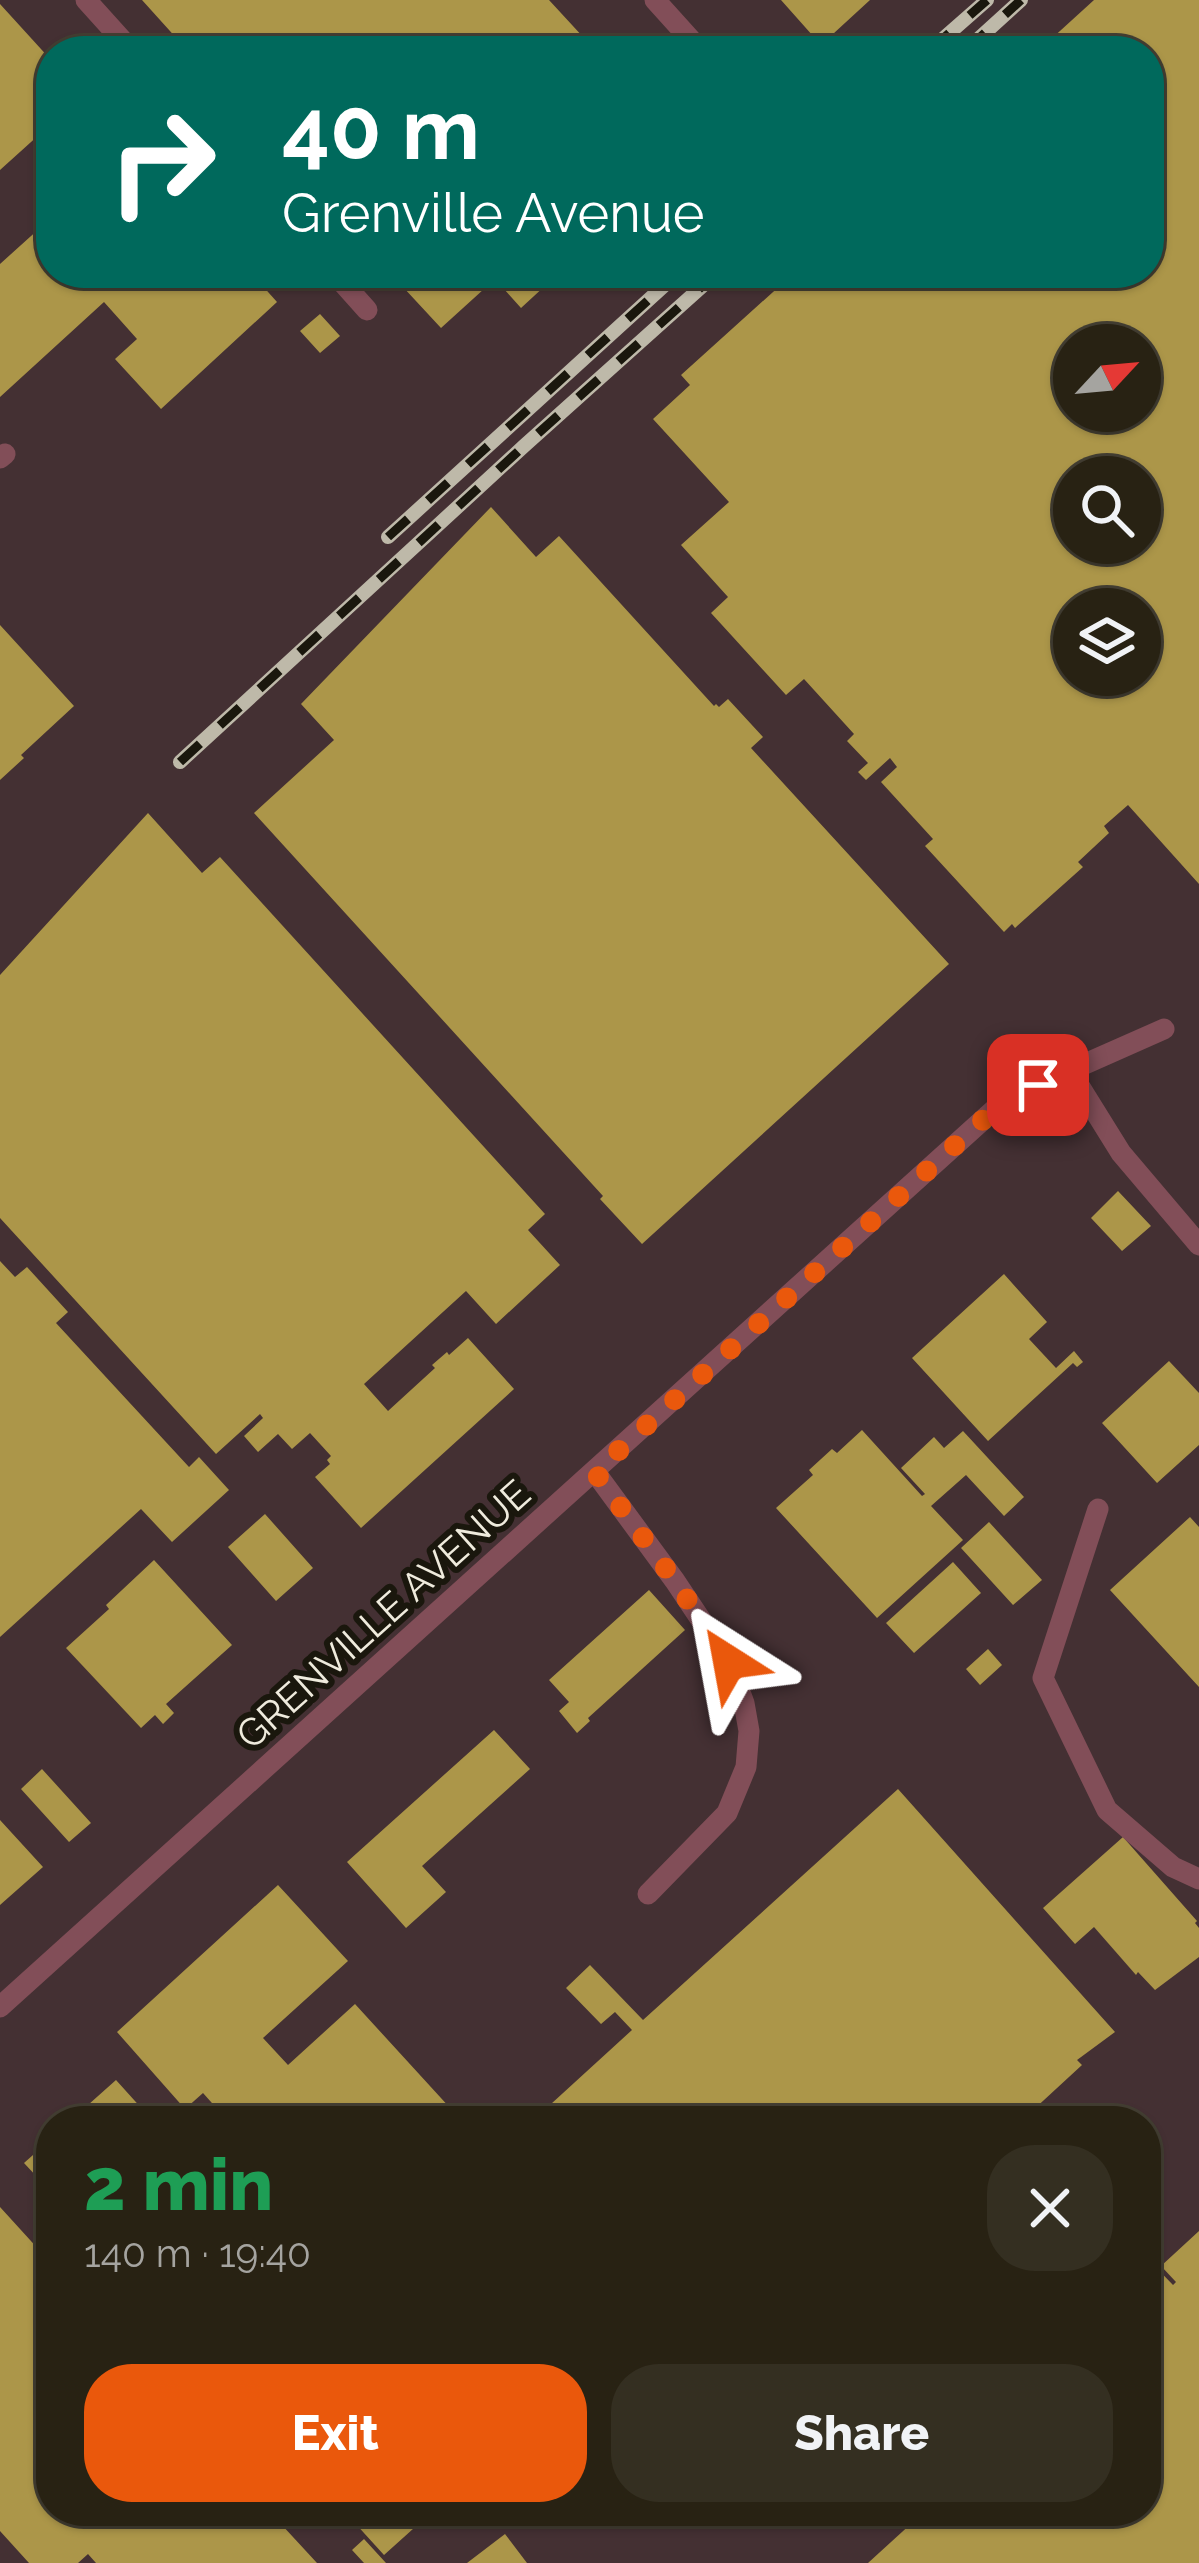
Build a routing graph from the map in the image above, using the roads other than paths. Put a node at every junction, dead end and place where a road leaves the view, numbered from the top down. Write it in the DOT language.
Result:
graph roads {
  1 [pos="86,0"];
  2 [pos="655,0"];
  3 [pos="118,36"];
  4 [pos="687,36"];
  5 [pos="347,288"];
  6 [pos="367,310"];
  7 [pos="1164,1029"];
  8 [pos="1070,1071"];
  9 [pos="1199,1244"];
  10 [pos="595,1472"];
  11 [pos="1098,1509"];
  12 [pos="1199,1879"];
  13 [pos="648,1894"];
  14 [pos="0,2007"];
  1 -- 3 [label="lane"];
  2 -- 4 [label="lane"];
  5 -- 6 [label="lane"];
  7 -- 8 [label="lane, GRENVILLE AVENUE"];
  8 -- 9 [label="lane"];
  8 -- 10 [label="lane, GRENVILLE AVENUE"];
  10 -- 13 [label="lane"];
  10 -- 14 [label="lane, GRENVILLE AVENUE"];
  11 -- 12 [label="lane"];
}
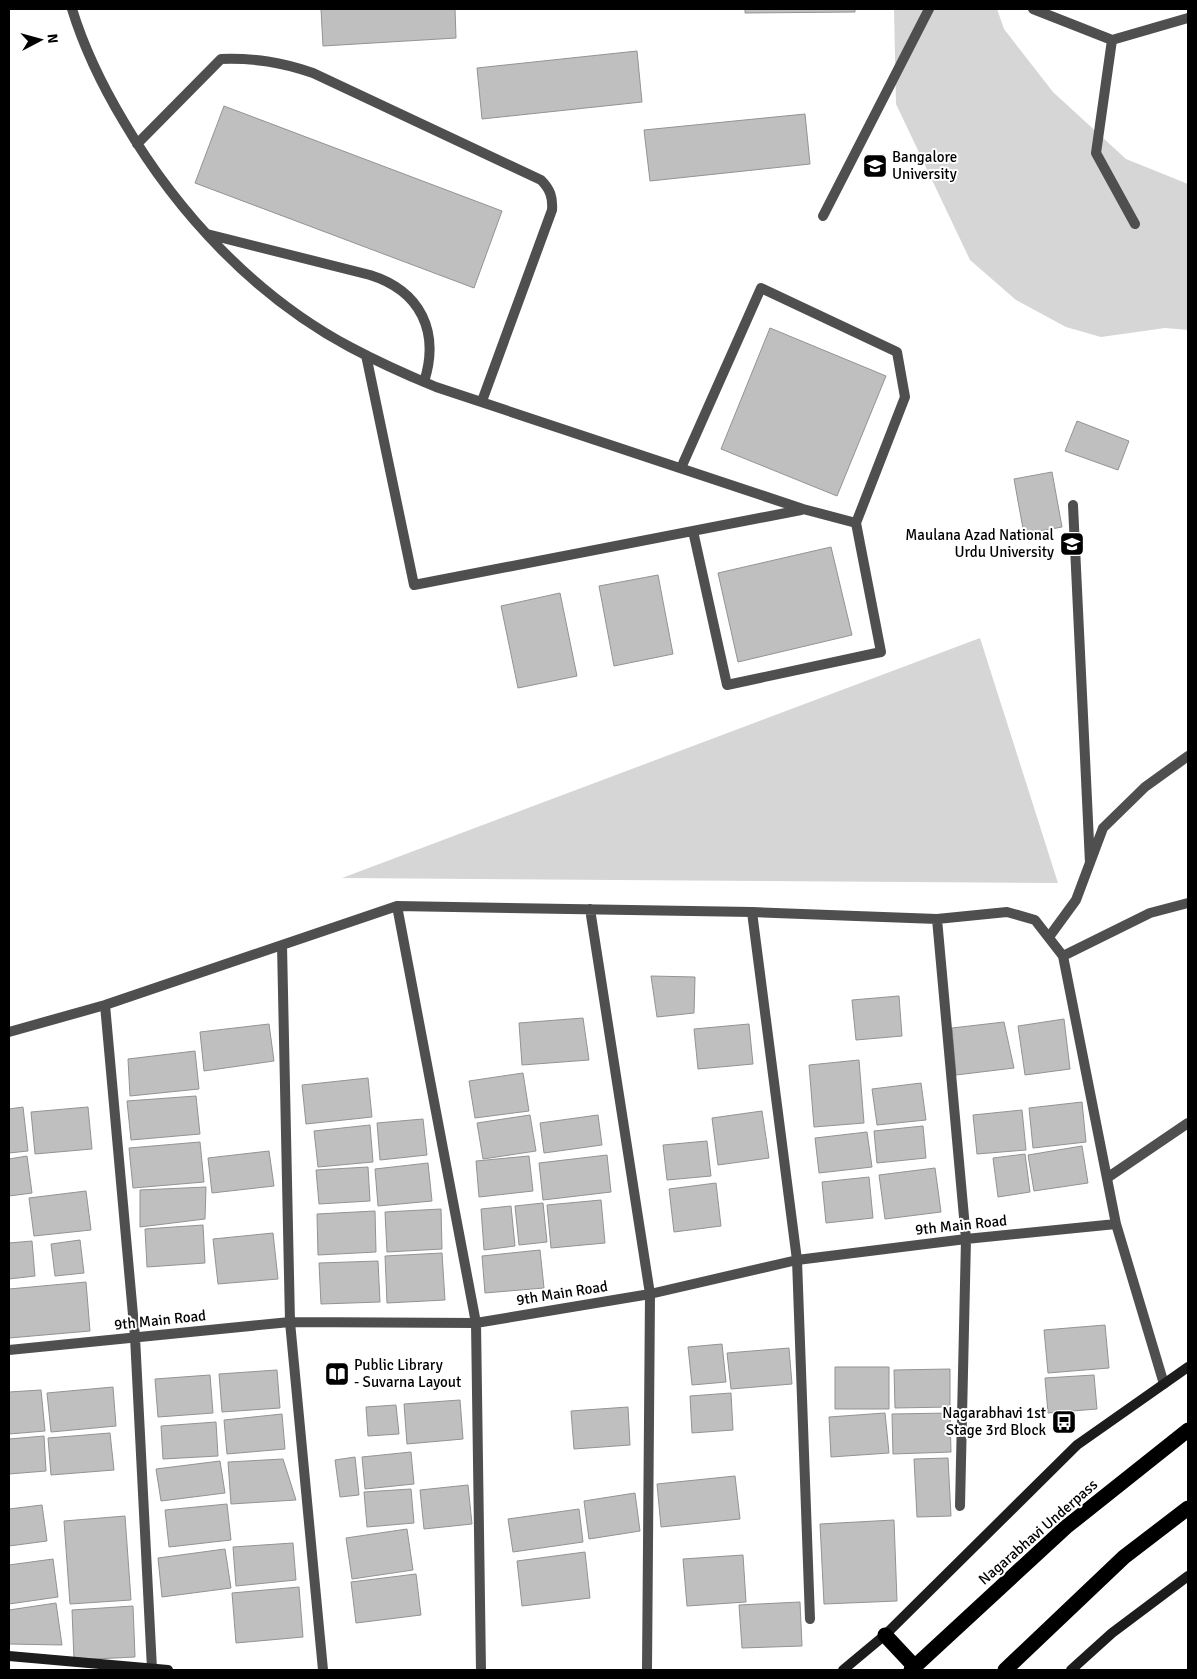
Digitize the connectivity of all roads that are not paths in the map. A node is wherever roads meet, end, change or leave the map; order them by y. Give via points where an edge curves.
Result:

-=-=-=-=-

Show all of the lines above in which "node" is present.

Build a routing graph from the map in the image above, using the roads other than paths. Put a node at every junction, dead end and place where a road leaves the view, numbered from the top down. Write it in the DOT language.
Digitize the connectivity of all roads that are not paths in the map. A node is wherever roads meet, end, change or leave the map; order them by y. Give via points where an edge curves.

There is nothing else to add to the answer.